TASK PROMPT: Every line of the entries with the word "Left" in it should be shown.

(Saved entries)
────────────────────

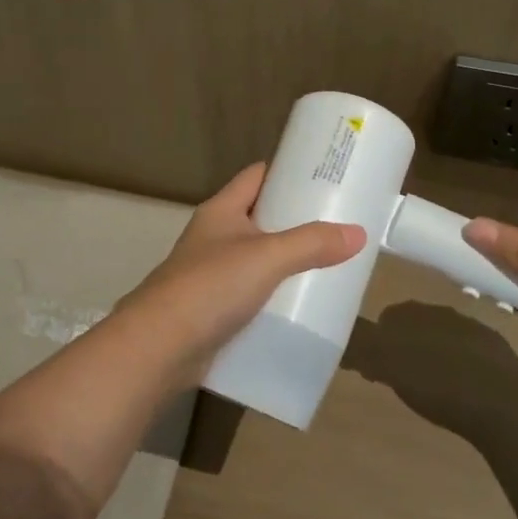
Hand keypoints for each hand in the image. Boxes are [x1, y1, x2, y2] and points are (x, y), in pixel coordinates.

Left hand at [118, 163, 363, 364]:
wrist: (159, 347)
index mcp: (221, 211)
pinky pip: (251, 296)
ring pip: (257, 260)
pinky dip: (274, 298)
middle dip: (296, 221)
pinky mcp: (213, 311)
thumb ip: (312, 244)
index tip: (324, 176)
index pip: (257, 176)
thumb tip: (358, 233)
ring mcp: (211, 275)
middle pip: (261, 218)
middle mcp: (214, 237)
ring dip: (287, 263)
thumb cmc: (210, 287)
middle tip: (337, 225)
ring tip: (329, 265)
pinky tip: (300, 307)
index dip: (288, 172)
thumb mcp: (267, 257)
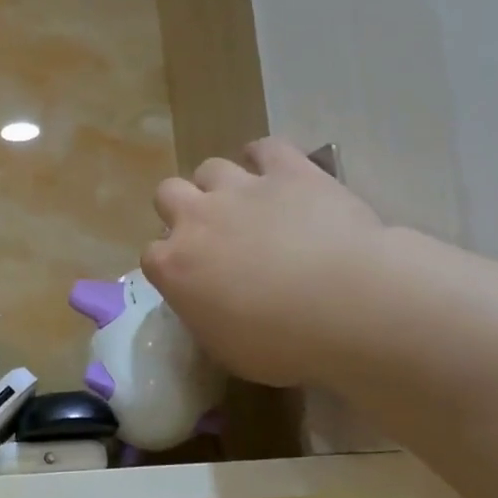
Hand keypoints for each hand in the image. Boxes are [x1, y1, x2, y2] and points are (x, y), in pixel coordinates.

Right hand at [142, 138, 385, 387]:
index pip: (152, 255)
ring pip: (210, 168)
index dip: (171, 264)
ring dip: (221, 184)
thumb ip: (204, 316)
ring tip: (246, 204)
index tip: (191, 278)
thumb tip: (208, 306)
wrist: (346, 305)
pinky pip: (265, 148)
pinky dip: (266, 158)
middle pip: (167, 194)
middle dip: (182, 209)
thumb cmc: (280, 344)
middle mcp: (196, 218)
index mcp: (173, 267)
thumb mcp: (225, 348)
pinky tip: (276, 172)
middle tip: (211, 233)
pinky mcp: (287, 170)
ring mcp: (241, 189)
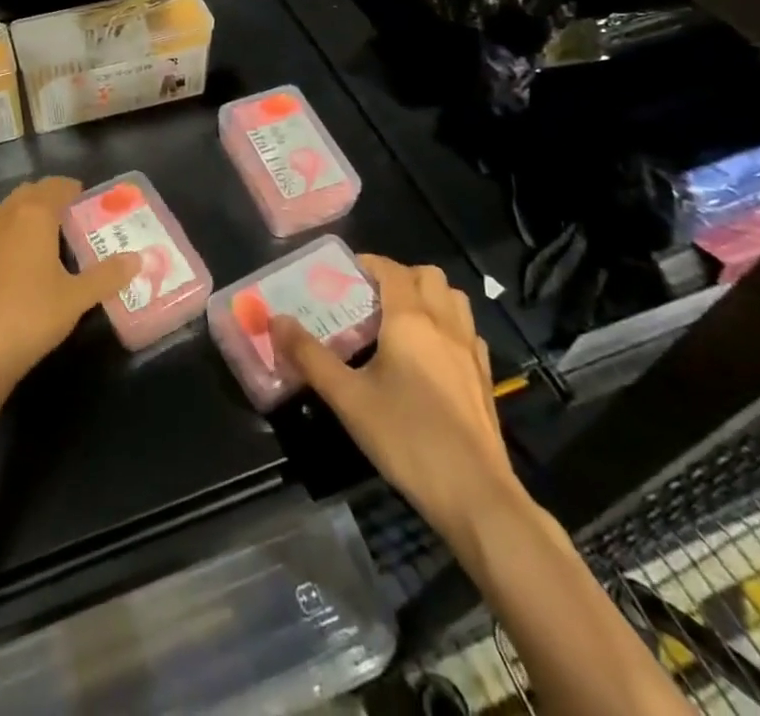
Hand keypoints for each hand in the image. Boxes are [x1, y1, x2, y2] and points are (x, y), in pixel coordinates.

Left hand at [0, 176, 140, 407]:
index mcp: (33, 216)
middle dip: (51, 198)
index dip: (74, 190)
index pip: (55, 186)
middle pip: (30, 193)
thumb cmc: (30, 317)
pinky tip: (23, 266)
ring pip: (9, 212)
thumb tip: (138, 259)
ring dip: (29, 215)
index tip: (90, 203)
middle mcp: (6, 218)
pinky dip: (12, 236)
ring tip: (52, 240)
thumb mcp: (76, 298)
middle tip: (74, 219)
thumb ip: (108, 275)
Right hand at [272, 256, 515, 534]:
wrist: (476, 496)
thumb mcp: (348, 398)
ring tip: (398, 321)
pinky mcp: (484, 377)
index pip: (391, 269)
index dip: (367, 263)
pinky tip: (429, 356)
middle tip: (370, 299)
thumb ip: (310, 356)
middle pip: (428, 276)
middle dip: (399, 276)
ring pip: (453, 299)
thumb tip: (275, 320)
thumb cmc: (407, 438)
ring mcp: (470, 350)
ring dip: (428, 296)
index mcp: (411, 319)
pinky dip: (447, 326)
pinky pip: (466, 331)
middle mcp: (444, 324)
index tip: (342, 275)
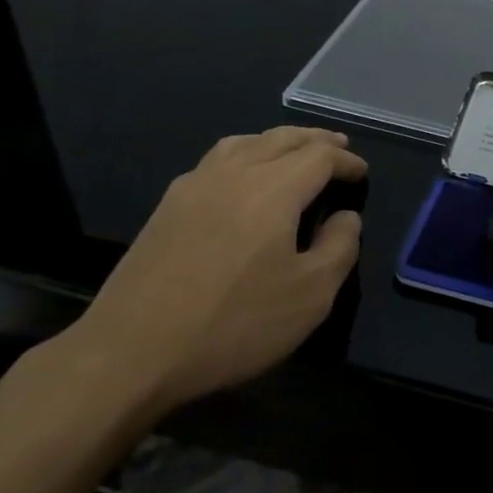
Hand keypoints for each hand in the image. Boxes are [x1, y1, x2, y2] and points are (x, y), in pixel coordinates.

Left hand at [66, 127, 366, 415]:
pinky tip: (243, 176)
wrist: (129, 354)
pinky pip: (217, 160)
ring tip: (294, 150)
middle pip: (283, 138)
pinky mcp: (167, 207)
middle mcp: (235, 173)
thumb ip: (340, 247)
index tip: (362, 173)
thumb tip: (346, 218)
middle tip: (338, 147)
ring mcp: (195, 186)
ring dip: (279, 141)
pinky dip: (245, 154)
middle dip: (316, 140)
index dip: (347, 160)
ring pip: (246, 142)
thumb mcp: (311, 296)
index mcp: (274, 188)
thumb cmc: (232, 325)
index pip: (320, 156)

────────────────────

OUTPUT FOR THIS TASK:
Left hand at [118, 163, 363, 364]:
Left hand at [0, 176, 140, 407]:
Left hand at [66, 127, 366, 415]:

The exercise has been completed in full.